= Beginning of Section =

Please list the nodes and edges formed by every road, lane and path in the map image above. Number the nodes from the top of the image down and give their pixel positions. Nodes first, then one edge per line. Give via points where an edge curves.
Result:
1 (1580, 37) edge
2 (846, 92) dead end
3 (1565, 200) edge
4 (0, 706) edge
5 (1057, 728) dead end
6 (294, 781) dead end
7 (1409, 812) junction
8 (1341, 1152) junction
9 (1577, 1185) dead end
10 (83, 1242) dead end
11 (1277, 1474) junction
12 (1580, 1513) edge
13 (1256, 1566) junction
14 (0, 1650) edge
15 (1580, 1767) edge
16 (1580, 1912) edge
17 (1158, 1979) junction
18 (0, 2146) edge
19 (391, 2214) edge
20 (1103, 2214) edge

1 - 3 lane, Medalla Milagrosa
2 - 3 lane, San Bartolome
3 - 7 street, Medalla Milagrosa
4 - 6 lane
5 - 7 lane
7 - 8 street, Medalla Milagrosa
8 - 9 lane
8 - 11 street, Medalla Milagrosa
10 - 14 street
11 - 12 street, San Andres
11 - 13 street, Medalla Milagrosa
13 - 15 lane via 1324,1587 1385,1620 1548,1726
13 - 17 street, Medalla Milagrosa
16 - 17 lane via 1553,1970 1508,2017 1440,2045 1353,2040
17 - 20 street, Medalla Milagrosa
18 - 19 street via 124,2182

= End of Section =

-- Task objective --
Exactly as written above, reproduce all of the entries.

-- Response box --
Please list the nodes and edges formed by every road, lane and path in the map image above. Number the nodes from the top of the image down and give their pixel positions. Nodes first, then one edge per line. Give via points where an edge curves.
Result:
1 (1580, 37) edge
2 (846, 92) dead end
3 (1565, 200) edge
4 (0, 706) edge
5 (1057, 728) dead end
6 (294, 781) dead end
7 (1409, 812) junction
8 (1341, 1152) junction
9 (1577, 1185) dead end
10 (83, 1242) dead end
11 (1277, 1474) junction
12 (1580, 1513) edge
13 (1256, 1566) junction
14 (0, 1650) edge
15 (1580, 1767) edge
16 (1580, 1912) edge
17 (1158, 1979) junction
18 (0, 2146) edge
19 (391, 2214) edge
20 (1103, 2214) edge

1 - 3 lane, Medalla Milagrosa
2 - 3 lane, San Bartolome
3 - 7 street, Medalla Milagrosa
4 - 6 lane
5 - 7 lane
7 - 8 street, Medalla Milagrosa
8 - 9 lane
8 - 11 street, Medalla Milagrosa
10 - 14 street
11 - 12 street, San Andres
11 - 13 street, Medalla Milagrosa
13 - 15 lane via 1324,1587 1385,1620 1548,1726
13 - 17 street, Medalla Milagrosa
16 - 17 lane via 1553,1970 1508,2017 1440,2045 1353,2040
17 - 20 street, Medalla Milagrosa
18 - 19 street via 124,2182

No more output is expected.